Lets start by saying there are a couple of reasons for picking a PI:

1. even distribution of the rows across the AMPs - unique values normally do this best.

2. based on the need to quickly select 1 or more rows - a one AMP operation is good for this and requires that ALL composite PI columns are present in the WHERE clause. Primary keys in the logical design do this pretty well. I and others in the Teradata world normally recommend the avoidance of surrogate keys and use the columns to make it unique because this goes back to actual business data instead of some psuedo value with no business meaning. If you can't get it unique in 16 columns, make it a NUPI - unlike a primary key.
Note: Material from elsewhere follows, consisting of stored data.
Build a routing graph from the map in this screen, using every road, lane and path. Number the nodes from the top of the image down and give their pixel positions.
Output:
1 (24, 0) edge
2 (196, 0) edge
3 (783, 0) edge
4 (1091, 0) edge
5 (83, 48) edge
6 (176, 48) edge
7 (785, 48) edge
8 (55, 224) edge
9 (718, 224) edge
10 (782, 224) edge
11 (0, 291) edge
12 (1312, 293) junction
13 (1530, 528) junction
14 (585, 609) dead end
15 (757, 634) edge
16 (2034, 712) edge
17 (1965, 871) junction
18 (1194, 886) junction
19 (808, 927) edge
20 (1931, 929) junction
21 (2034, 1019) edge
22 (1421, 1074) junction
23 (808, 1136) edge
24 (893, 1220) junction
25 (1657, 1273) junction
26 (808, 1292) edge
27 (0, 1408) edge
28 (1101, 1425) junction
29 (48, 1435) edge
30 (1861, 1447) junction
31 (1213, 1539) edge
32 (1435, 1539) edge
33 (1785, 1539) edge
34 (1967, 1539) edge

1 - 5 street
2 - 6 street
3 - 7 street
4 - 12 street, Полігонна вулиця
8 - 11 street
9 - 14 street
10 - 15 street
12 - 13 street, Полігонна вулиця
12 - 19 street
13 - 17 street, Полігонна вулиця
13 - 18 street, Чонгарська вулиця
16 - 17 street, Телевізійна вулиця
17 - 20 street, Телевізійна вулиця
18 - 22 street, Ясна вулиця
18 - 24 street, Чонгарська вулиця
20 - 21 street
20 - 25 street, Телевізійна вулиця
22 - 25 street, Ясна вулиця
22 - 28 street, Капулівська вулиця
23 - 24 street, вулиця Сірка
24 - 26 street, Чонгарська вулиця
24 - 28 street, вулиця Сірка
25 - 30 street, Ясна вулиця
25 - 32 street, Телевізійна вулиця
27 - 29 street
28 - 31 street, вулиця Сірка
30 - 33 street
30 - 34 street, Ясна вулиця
3. based on join processing. If this table is always joined with another table, rows can only be compared on a single AMP. If the rows do not reside on the same AMP is PERM, one or both tables must be put into SPOOL on the same AMP so they can be matched. This normally requires row temporary "redistribution" across the BYNET and increases SPOOL requirements. If distribution is not terrible, sometimes it is better to use the join columns as the PI of the tables. If you have several dimension tables, it will most likely not be possible for all of them to have the same PI. I tend to look at distribution this causes on the larger tables first because it reduces the number of redistributed rows. The downside is that these same tables can cause the largest amount of skewed data on one or more AMPs causing Hot AMP situations that slow other types of access.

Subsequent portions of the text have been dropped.